MIT to release course material online

Would you go to class - or pay tuition upwards of of $30,000 a year - if all college course materials were available online at no cost?

MIT announced a plan last Wednesday to provide the general public with this option. The ten-year program, called MIT Open CourseWare (OCW), will eventually result in a system that offers all of the school's course materials for free on the Internet. The project, initially intended to generate revenue, is expected to cost $7.5 to $10 million in its initial phases. ?

Through OCW, course materials from lecture notes to reading lists and assignments will be obtainable by anyone with Internet access. And while most colleges and universities use course websites to distribute academic materials, few allow access by non-students.

MIT officials expressed excitement over the new teaching resource in a press release last week. "I hope other universities will see us as educational leaders in this area, and we very much hope OCE will draw other universities to do the same," President Charles Vest said.

The information to be available on OCW is similar to that offered by Tufts' CourseInfo website (crs.ase.tufts.edu), which provides space for professors to post class announcements, syllabi, and assignments, and also features a discussion board for students.

While CourseInfo is powered by Blackboard, an online provider of software platforms, OCW - which MIT hopes could include materials for more than 2,000 courses over the the next ten years - will be developed in-house.

"The idea is to do [OCW] in such a way that it is a model for other universities.
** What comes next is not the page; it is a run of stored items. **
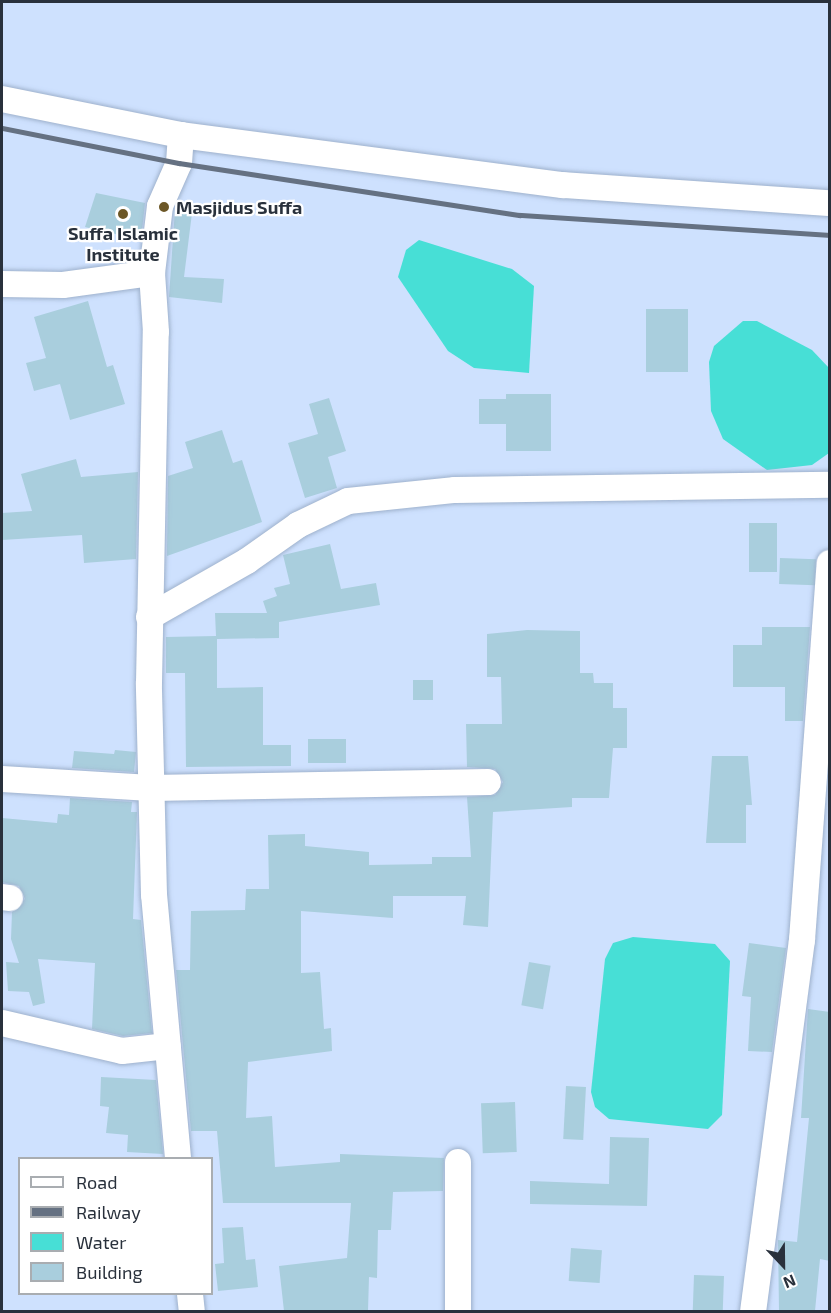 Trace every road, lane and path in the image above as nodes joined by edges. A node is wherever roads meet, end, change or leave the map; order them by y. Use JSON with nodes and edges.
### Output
{"nodes":[{"id":1,"x":2,"y":99,"type":"edge"},
{"id":2,"x":181,"y":135,"type":"junction"},
{"id":3,"x":830,"y":203,"type":"edge"},
{"id":4,"x":152,"y":273,"type":"junction"},
{"id":5,"x":2,"y":284,"type":"edge"},
{"id":6,"x":830,"y":485,"type":"edge"},
{"id":7,"x":830,"y":563,"type":"edge"},
{"id":8,"x":149,"y":616,"type":"junction"},
{"id":9,"x":824,"y":699,"type":"edge"},
{"id":10,"x":2,"y":779,"type":"edge"},
{"id":11,"x":489,"y":782,"type":"dead end"},
{"id":12,"x":152,"y":788,"type":"junction"},
{"id":13,"x":2,"y":1023,"type":"edge"},
{"id":14,"x":168,"y":1046,"type":"junction"},
{"id":15,"x":178,"y":1157,"type":"edge"},
{"id":16,"x":458,"y":1162,"type":"dead end"},
{"id":17,"x":190,"y":1295,"type":"edge"},
{"id":18,"x":192,"y":1311,"type":"edge"},
{"id":19,"x":458,"y":1311,"type":"edge"},
{"id":20,"x":753,"y":1311,"type":"edge"}],
"edges":[{"from":1,"to":2,"type":"street"},
{"from":2,"to":3,"type":"street"},
{"from":2,"to":4,"type":"street"},
{"from":4,"to":5,"type":"street"},
{"from":4,"to":8,"type":"street"},
{"from":6,"to":8,"type":"street"},
{"from":7,"to":9,"type":"street"},
{"from":8,"to":12,"type":"street"},
{"from":9,"to":20,"type":"street"},
{"from":10,"to":12,"type":"street"},
{"from":11,"to":12,"type":"street"},
{"from":12,"to":14,"type":"street"},
{"from":13,"to":14,"type":"street"},
{"from":14,"to":15,"type":"street"},
{"from":16,"to":19,"type":"street"},
{"from":17,"to":18,"type":"street"}]}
If other universities followed suit, we would have an incredible repository of knowledge," said Patty Richards, spokesperson for OCW. Richards expressed hope that OCW would be useful not just on the collegiate level, but for people of all ages and around the globe. "If you're in an underdeveloped country and you wanted to start an engineering department, you could conceivably get the information you need from MIT," Richards said.

Guests can access Tufts' CourseInfo, but must first be granted access at the discretion of University professors. Regardless of whether non-students are permitted to use the site, they cannot use some of the interactive features, such as discussion boards and grade books.

While more professors are making use of CourseInfo - there are 235 course sites this semester and 600 in total - the site remains underused according to Neal Hirsig, assistant director of Instructional Services, who attributed some faculty members' hesitancy to use CourseInfo to their teaching styles. "These are new functions that a lot of professors are not used to," Hirsig said. "If a class is successful without it, then you may not need CourseInfo." Online support as well as workshops are available to facilitate easy use of the website.

Many students view the website as a valuable, though not necessarily essential academic tool. "CourseInfo is definitely useful," freshman Melissa Chan said. "But it shouldn't take away from the whole college experience from being in class and being with fellow students."

At MIT, Vest emphasized that OCW should not be used as a substitute for a college education. "We are not providing an MIT education on the Web. We are providing our core materials that are the infrastructure that undergirds an MIT education," he said.

To provide an education, said Tufts sophomore Khizar Diwan, "you would need a testing procedure. Using [OCW], you can know everything a college kid knows, but you still won't have a diplomas.

"But for good students, it's a super resource for them because they have the best study material available."